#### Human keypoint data

[Start of section]

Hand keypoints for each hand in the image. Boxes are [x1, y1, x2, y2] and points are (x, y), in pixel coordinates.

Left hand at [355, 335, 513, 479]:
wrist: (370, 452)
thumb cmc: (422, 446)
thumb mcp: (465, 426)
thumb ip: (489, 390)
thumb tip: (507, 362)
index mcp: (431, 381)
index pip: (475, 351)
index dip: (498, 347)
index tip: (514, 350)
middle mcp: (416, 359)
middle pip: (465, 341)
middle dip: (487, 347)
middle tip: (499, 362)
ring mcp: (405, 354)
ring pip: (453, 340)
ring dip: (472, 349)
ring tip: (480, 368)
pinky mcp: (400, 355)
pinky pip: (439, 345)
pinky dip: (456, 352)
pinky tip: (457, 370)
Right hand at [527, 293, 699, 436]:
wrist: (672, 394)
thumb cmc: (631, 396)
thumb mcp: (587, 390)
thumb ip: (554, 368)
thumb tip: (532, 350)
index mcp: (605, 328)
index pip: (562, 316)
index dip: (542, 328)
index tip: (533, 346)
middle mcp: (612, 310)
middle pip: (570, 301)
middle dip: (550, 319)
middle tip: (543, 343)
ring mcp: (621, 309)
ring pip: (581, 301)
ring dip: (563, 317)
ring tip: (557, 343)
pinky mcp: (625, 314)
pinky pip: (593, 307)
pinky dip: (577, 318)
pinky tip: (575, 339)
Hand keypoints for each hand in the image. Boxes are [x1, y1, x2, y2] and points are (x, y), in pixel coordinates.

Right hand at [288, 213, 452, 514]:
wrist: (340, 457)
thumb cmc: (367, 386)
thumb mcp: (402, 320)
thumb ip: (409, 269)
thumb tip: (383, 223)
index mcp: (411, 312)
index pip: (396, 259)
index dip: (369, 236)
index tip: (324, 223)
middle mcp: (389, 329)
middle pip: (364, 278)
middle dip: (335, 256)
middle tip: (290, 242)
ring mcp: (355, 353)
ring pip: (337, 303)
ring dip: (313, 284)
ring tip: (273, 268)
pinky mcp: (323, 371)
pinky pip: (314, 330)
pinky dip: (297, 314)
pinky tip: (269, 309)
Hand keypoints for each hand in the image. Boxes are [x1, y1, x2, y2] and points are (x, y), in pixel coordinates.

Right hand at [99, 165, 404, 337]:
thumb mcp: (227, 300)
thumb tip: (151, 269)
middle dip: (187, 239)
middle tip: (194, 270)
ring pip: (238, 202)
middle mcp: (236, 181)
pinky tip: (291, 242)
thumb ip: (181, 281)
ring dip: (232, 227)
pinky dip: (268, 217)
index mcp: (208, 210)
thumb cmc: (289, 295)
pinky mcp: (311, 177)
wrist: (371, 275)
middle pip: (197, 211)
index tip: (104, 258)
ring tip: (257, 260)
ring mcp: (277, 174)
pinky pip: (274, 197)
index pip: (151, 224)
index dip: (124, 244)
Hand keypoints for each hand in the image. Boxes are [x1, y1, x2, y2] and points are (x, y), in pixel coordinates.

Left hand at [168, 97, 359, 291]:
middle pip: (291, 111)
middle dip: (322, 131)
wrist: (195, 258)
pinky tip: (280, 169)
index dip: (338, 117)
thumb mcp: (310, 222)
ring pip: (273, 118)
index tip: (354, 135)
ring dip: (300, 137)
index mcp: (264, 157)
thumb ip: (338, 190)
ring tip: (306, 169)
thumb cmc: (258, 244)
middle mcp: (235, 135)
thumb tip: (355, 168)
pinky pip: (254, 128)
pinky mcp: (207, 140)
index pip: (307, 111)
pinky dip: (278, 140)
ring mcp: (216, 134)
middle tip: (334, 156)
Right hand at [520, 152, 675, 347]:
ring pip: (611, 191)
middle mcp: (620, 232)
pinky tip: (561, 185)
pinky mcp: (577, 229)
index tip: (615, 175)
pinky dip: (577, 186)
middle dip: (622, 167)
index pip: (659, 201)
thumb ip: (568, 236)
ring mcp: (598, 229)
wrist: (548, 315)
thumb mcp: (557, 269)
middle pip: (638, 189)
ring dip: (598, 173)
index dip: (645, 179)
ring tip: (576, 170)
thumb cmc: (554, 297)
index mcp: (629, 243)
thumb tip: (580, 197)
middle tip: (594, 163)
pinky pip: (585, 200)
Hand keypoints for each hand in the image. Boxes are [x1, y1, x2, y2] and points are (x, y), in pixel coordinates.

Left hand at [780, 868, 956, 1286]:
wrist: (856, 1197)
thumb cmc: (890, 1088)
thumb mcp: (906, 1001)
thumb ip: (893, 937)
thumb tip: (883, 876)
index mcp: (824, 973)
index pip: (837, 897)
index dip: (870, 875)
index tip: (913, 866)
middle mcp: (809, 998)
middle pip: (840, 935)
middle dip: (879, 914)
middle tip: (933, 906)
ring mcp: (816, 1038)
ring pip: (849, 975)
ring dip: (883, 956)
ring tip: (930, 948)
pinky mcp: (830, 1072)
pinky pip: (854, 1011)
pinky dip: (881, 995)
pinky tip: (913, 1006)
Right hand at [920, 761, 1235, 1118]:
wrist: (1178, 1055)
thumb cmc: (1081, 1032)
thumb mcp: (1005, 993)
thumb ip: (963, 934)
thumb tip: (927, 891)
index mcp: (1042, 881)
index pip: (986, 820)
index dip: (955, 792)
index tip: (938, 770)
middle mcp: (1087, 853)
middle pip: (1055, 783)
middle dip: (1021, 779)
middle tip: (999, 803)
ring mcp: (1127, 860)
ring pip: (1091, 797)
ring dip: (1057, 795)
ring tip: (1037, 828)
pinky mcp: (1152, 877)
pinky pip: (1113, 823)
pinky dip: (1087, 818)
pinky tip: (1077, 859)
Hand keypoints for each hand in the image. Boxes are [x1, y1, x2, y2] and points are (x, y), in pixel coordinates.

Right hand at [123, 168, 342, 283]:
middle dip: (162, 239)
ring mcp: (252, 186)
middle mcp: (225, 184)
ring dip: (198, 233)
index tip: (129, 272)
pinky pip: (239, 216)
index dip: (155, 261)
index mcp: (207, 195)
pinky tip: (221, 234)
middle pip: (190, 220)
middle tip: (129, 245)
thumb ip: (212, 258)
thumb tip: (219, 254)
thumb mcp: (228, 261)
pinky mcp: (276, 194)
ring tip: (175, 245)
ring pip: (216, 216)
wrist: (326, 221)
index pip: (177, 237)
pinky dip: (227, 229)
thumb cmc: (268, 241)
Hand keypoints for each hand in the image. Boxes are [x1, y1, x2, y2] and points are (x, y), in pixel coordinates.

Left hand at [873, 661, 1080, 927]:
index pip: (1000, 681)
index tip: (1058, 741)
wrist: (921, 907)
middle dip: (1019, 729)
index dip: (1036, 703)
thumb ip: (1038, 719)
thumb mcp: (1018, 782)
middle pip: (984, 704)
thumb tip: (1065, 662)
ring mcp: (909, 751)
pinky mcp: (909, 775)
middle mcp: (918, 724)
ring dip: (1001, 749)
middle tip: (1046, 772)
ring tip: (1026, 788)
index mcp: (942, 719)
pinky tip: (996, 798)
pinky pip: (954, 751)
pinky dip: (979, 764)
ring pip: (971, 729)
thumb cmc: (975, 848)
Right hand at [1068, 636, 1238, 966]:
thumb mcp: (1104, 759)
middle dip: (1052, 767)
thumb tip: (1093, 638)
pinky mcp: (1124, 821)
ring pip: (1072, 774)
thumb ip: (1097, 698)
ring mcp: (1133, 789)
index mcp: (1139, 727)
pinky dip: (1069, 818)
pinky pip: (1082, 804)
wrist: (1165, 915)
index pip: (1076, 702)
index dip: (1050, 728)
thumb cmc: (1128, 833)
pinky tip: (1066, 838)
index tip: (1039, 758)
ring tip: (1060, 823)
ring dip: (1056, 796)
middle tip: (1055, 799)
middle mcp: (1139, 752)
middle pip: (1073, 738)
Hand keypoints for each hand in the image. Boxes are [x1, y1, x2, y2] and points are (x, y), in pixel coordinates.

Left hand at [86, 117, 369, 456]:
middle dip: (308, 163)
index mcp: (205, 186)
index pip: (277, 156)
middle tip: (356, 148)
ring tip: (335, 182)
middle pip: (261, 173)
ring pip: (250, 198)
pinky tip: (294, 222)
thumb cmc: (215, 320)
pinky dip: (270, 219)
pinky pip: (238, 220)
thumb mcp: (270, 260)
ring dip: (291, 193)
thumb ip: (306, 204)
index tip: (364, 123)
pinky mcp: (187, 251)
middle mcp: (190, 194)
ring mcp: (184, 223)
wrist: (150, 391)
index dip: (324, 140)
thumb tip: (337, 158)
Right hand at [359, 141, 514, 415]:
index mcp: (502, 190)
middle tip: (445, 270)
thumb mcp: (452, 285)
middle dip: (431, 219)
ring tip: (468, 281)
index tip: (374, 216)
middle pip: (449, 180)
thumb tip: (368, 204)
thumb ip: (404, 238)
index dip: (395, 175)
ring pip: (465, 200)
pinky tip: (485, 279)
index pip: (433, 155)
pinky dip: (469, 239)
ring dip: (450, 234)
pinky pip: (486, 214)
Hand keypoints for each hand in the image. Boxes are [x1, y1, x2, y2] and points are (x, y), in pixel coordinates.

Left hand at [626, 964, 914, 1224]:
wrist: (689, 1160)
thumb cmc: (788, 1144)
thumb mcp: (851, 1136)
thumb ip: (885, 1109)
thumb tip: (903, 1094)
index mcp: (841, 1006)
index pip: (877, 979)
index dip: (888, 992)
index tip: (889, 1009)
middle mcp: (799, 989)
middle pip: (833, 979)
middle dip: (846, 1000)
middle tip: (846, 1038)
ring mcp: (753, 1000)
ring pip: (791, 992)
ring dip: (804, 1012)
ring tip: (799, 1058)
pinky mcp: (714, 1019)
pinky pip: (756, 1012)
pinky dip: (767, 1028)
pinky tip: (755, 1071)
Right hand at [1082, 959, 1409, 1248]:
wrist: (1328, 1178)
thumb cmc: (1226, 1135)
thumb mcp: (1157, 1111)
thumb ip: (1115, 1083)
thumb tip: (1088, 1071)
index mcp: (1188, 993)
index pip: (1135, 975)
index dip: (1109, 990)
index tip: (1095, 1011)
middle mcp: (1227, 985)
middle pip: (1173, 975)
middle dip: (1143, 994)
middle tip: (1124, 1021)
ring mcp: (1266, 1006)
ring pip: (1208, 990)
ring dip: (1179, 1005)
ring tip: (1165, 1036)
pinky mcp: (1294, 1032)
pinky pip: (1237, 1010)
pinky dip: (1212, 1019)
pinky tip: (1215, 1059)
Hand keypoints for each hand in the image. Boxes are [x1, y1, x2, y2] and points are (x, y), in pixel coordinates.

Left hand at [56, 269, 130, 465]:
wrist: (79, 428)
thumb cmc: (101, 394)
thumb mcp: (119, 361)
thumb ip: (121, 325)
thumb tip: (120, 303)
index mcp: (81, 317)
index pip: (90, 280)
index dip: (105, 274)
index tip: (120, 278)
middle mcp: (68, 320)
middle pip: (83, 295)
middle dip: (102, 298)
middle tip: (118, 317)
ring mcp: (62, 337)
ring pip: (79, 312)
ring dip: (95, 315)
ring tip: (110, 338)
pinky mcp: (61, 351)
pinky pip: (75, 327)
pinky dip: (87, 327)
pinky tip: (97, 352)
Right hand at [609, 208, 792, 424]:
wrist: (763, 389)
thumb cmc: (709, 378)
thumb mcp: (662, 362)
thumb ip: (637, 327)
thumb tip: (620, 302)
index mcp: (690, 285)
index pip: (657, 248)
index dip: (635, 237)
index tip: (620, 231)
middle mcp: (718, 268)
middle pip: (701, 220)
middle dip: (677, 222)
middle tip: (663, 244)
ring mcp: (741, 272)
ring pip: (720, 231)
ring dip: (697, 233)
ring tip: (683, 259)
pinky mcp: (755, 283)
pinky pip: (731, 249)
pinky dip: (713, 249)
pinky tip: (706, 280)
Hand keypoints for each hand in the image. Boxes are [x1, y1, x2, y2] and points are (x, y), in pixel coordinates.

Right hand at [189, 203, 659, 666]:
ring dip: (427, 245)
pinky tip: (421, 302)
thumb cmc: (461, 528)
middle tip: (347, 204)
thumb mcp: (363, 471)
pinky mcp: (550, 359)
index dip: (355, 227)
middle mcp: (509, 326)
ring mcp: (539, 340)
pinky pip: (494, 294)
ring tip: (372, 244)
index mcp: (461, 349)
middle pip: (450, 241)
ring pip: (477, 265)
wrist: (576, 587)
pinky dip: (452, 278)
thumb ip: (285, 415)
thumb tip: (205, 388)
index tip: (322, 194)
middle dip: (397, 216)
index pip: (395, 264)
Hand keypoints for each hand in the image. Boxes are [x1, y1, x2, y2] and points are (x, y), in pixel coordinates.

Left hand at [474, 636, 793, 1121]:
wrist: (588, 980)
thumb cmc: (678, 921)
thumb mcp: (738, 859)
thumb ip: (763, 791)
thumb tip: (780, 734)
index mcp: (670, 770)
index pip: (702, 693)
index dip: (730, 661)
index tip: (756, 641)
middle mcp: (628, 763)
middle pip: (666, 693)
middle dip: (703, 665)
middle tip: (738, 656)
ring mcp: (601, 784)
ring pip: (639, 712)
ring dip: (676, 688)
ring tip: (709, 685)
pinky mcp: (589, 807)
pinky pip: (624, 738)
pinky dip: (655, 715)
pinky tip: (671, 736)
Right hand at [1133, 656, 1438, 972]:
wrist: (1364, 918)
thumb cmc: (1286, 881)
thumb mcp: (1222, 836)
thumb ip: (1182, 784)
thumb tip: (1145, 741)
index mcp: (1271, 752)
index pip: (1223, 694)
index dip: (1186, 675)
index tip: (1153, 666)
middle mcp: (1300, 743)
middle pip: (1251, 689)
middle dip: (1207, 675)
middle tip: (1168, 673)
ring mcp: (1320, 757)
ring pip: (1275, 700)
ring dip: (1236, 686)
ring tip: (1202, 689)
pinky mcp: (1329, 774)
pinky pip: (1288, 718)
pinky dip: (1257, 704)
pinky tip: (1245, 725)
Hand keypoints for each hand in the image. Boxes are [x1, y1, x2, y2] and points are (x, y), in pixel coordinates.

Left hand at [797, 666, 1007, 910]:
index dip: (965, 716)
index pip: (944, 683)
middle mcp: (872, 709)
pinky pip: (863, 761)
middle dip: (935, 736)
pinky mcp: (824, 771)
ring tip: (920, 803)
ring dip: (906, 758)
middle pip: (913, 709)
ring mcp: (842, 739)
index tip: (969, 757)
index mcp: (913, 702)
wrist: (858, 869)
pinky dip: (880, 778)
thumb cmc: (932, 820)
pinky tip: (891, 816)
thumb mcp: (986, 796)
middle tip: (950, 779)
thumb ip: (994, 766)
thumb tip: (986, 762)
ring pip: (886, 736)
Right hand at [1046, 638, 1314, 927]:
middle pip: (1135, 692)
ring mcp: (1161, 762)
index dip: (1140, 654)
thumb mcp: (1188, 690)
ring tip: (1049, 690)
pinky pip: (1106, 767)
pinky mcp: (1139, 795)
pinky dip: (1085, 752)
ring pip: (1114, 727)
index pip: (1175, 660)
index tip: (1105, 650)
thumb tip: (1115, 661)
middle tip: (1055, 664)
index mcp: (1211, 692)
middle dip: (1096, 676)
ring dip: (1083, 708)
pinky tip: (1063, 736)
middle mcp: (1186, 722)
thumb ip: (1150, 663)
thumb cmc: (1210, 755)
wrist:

[End of section]

#### WHAT TO WORK ON
Your task is to find each line in the entries that contains the string "Left" and copy it.

#### RESPONSE FOR THIS EXERCISE
Left hand at [355, 335, 513, 479]:
Left hand at [168, 97, 359, 291]:
Left hand at [780, 868, 956, 1286]:
Left hand at [873, 661, 1080, 927]:
Left hand at [86, 117, 369, 456]:
Left hand at [626, 964, 914, 1224]:
Left hand at [56, 269, 130, 465]:
Left hand at [474, 636, 793, 1121]:
Left hand at [797, 666, 1007, 910]:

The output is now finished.